Fue una guerra que se pudo evitar con un poco de voluntad e inteligencia, sugiere Churchill en una de sus obras. Y en su extraordinario Los cañones de agosto, Bárbara W. Tuchman reseña cómo mariscales y generales ancianos, necios y esclerosados, mandaron al matadero a cientos de miles de soldados con tácticas de las guerras napoleónicas en una era de ametralladoras, tanques, aviones y armas químicas. Una vez movilizados, no fue posible dar una contraorden a los ejércitos. Y esos mariscales y generales fueron condecorados, murieron en cama y tuvieron estatuas y monumentos moldeados con la argamasa de hueso y sangre de los infelices enviados a las trincheras del Somme y de Verdún, del Marne y de Ypres, de Cambrai y de Kaiserschlacht.
Aquella no fue la guerra para terminar con todas las guerras, como no se cansaron de repetir los políticos. Al contrario, destapó una caja de Pandora y sumió al planeta en una era de conflagraciones. El reordenamiento geopolítico pergeñado en Versalles fue el caldo de cultivo para el surgimiento del Tercer Reich y de la guerra fría.

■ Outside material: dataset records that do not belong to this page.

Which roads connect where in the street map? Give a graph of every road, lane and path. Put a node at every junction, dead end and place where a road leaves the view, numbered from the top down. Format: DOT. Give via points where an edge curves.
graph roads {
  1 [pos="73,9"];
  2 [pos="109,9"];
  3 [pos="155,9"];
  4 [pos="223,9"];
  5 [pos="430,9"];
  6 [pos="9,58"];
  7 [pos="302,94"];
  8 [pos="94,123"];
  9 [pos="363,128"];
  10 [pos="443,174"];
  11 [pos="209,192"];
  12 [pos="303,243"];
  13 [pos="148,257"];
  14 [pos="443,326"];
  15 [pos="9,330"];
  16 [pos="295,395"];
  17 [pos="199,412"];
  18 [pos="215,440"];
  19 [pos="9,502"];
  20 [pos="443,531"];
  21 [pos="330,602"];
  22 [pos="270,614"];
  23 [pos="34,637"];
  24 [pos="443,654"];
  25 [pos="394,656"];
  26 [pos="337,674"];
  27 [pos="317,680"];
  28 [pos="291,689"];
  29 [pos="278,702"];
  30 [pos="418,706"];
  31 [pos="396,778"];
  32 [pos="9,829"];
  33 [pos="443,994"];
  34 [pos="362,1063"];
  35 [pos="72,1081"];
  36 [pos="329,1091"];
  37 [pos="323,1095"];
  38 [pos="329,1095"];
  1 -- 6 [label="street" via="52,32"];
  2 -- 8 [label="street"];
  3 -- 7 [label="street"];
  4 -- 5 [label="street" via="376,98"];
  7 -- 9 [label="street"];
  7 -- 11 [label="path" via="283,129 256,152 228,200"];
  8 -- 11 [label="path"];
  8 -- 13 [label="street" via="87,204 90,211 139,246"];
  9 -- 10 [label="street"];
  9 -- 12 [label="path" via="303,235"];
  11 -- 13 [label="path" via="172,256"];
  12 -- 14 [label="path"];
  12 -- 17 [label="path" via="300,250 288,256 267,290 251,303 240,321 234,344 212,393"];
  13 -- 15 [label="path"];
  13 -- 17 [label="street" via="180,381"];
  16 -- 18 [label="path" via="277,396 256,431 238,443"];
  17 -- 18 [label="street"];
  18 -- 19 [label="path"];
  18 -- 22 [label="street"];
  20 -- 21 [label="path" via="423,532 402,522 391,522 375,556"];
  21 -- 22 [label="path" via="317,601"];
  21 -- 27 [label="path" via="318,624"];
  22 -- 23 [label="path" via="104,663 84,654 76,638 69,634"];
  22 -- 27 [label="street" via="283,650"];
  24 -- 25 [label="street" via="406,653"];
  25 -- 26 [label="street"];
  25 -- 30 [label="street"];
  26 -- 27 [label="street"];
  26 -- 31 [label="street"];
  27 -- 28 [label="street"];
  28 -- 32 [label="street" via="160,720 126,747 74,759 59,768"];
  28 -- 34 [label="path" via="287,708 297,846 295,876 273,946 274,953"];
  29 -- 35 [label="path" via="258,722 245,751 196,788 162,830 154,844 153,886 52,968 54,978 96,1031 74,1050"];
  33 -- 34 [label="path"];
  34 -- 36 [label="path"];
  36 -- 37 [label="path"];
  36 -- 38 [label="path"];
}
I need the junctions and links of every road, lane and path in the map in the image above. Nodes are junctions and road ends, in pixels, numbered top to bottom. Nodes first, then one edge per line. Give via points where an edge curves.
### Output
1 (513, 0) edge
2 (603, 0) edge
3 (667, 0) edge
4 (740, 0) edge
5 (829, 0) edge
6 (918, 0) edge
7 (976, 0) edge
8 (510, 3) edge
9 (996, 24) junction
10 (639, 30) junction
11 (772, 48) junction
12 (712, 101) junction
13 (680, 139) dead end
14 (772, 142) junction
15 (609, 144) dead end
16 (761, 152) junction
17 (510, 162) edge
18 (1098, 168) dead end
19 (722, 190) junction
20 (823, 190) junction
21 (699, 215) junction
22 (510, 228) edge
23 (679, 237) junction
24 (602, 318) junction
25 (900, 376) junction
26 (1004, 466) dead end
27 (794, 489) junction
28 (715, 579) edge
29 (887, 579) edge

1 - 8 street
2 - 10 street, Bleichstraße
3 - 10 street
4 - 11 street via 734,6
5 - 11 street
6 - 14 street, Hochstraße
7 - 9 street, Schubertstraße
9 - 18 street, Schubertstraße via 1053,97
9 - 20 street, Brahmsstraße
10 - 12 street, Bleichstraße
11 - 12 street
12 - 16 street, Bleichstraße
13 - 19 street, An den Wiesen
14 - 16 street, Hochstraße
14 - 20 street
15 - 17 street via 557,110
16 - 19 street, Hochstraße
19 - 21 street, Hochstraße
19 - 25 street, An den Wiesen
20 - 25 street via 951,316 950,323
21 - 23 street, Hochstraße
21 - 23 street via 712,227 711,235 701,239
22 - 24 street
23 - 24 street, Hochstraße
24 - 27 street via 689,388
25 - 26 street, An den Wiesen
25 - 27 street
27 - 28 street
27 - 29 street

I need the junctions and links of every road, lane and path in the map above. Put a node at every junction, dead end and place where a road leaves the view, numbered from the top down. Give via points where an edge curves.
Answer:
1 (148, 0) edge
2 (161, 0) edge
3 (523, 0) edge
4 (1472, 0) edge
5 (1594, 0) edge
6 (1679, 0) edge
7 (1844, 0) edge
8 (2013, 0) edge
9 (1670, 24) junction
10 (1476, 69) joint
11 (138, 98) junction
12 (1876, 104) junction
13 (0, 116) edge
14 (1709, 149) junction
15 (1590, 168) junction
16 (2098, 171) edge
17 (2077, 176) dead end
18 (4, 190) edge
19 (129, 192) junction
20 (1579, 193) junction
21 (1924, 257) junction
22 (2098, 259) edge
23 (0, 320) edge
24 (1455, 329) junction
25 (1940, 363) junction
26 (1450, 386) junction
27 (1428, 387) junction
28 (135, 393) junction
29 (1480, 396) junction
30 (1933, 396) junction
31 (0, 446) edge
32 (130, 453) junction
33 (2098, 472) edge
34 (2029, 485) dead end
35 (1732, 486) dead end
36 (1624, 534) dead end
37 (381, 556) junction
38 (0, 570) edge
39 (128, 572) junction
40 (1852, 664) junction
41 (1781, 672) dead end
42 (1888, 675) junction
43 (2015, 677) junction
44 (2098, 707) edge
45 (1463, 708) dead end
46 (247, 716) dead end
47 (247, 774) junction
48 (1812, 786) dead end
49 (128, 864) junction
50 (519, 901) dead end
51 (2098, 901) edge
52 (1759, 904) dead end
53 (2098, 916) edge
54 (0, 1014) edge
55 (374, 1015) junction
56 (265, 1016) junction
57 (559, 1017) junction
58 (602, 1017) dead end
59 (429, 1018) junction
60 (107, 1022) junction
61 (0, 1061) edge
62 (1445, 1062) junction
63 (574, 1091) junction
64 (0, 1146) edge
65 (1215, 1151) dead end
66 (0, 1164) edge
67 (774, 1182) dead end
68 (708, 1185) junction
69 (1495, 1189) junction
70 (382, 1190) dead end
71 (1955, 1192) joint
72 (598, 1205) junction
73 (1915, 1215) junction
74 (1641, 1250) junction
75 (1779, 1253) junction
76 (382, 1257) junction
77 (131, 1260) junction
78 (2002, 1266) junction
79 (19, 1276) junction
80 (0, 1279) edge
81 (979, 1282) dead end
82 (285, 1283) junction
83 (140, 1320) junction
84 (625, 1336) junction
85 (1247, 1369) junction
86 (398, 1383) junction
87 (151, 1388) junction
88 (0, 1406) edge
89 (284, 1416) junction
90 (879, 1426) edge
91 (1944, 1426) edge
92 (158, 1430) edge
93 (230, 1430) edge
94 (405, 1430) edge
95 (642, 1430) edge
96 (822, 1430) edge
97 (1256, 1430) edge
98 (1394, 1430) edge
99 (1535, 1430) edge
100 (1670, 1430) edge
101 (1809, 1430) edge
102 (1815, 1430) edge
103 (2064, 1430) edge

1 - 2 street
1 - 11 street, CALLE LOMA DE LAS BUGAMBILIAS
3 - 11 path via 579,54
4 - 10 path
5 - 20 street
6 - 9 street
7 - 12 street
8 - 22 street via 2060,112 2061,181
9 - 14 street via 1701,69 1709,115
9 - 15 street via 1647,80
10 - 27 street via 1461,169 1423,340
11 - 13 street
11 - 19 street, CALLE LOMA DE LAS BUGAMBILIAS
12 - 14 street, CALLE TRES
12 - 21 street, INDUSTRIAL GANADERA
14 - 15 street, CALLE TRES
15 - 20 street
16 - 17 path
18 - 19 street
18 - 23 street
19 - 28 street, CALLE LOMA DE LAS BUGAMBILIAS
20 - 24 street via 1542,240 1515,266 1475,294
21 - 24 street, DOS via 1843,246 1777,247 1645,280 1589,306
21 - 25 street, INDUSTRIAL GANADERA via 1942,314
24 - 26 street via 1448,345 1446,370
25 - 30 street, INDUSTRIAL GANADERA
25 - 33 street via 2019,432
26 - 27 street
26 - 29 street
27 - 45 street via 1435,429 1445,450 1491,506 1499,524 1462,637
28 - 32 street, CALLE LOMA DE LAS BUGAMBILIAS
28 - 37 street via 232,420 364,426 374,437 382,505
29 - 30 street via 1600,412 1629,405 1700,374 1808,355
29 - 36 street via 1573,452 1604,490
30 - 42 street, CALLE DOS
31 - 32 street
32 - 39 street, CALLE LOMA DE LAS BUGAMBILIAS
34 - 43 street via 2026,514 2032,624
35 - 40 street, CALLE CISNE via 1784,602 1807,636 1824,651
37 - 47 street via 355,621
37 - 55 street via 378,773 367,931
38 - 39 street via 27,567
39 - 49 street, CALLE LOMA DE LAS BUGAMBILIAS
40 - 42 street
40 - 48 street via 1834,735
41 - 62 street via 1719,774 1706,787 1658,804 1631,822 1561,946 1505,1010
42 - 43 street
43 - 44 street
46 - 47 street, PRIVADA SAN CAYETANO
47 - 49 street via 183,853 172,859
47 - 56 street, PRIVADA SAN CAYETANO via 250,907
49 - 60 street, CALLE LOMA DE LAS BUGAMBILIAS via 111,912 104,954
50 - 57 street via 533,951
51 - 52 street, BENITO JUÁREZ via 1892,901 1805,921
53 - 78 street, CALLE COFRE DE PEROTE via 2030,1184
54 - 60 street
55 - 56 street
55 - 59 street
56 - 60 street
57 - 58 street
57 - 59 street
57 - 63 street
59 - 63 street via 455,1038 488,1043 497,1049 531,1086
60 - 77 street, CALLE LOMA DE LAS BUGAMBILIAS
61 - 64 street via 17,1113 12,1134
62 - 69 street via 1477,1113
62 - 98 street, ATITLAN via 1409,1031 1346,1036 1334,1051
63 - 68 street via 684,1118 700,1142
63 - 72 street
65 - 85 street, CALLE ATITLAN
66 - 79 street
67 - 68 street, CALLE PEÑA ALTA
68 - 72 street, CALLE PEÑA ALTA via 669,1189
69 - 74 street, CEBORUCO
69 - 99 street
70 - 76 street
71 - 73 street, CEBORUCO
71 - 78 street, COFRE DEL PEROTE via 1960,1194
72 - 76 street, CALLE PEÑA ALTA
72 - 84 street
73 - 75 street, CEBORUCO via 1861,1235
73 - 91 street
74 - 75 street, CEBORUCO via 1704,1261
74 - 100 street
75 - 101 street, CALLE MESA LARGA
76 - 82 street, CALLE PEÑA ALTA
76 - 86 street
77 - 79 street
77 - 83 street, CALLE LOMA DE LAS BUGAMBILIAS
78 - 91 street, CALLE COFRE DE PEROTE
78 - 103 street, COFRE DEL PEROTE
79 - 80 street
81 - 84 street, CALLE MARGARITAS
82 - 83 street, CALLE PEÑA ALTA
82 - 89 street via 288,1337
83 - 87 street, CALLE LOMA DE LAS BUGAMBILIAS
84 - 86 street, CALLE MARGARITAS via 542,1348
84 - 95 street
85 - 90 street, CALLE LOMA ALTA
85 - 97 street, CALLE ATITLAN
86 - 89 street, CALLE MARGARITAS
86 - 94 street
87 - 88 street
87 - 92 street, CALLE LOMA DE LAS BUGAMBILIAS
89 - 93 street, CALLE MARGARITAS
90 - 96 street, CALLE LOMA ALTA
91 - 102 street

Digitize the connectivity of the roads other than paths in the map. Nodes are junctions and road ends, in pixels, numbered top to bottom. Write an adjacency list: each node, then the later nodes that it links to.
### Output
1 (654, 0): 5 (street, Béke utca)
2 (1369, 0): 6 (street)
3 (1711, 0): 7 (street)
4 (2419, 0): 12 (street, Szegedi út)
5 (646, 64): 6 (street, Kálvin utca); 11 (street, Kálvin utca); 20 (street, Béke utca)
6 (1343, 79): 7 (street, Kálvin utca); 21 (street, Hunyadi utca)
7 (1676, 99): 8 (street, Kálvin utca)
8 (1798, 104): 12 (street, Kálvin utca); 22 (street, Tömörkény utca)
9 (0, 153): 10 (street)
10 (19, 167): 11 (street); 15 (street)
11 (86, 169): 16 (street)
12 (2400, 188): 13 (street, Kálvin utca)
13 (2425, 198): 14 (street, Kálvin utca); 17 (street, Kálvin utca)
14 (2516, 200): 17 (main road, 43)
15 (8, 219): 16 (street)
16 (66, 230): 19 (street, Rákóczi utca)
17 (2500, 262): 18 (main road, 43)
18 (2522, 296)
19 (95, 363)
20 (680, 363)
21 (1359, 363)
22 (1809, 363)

Y dejó un legado tóxico de conflictos vicarios que persisten hasta nuestros días. El niño inglés que nació a las 11 de la mañana del 11 de noviembre de 1918 y que fue bautizado “Pax”, perdería la vida a los 21 años combatiendo en la siguiente guerra mundial: un ícono de las víctimas de la tormenta sembrada.
100 años después, los fantasmas de la extrema derecha, el nacionalismo, el fundamentalismo y el racismo, recorren el mundo. Por doquier vemos el regreso del fascismo y el amago a las libertades ciudadanas.
Quisiéramos que las ceremonias para marcar el centenario fueran el resurgimiento del apotegma de Santayana, “los que no pueden recordar el pasado están condenados a repetirlo”, pero esto es una ilusión.
El dirigente de la principal potencia económica y militar, el político más poderoso del planeta se empeña en construir un muro entre su país y el vecino y se ha colocado al frente de una guerra santa en contra de los pobres y del tercer mundo. Y para que nadie tenga duda de cuál es su pensamiento, decidió quedarse frente a un televisor y no encabezar en el cementerio militar estadounidense, a las afueras de París, las solemnidades en donde fueron recordados sus compatriotas caídos en la primera guerra.
Hace un siglo César Vallejo nos previno de los Heraldos negros que hoy parecen de nuevo visitarnos:
Hay golpes en la vida tan fuertes…¡Yo no sé! Golpes como del odio de Dios; como si ante ellos la resaca de todo lo sufrido
se empozara en el alma…¡Yo no sé!
Son pocos, pero son… Abren zanjas oscuras en el rostro más fiero y en el lomo más fuerte. Serán tal vez los potros de bárbaros atilas
O los heraldos negros que nos manda la Muerte.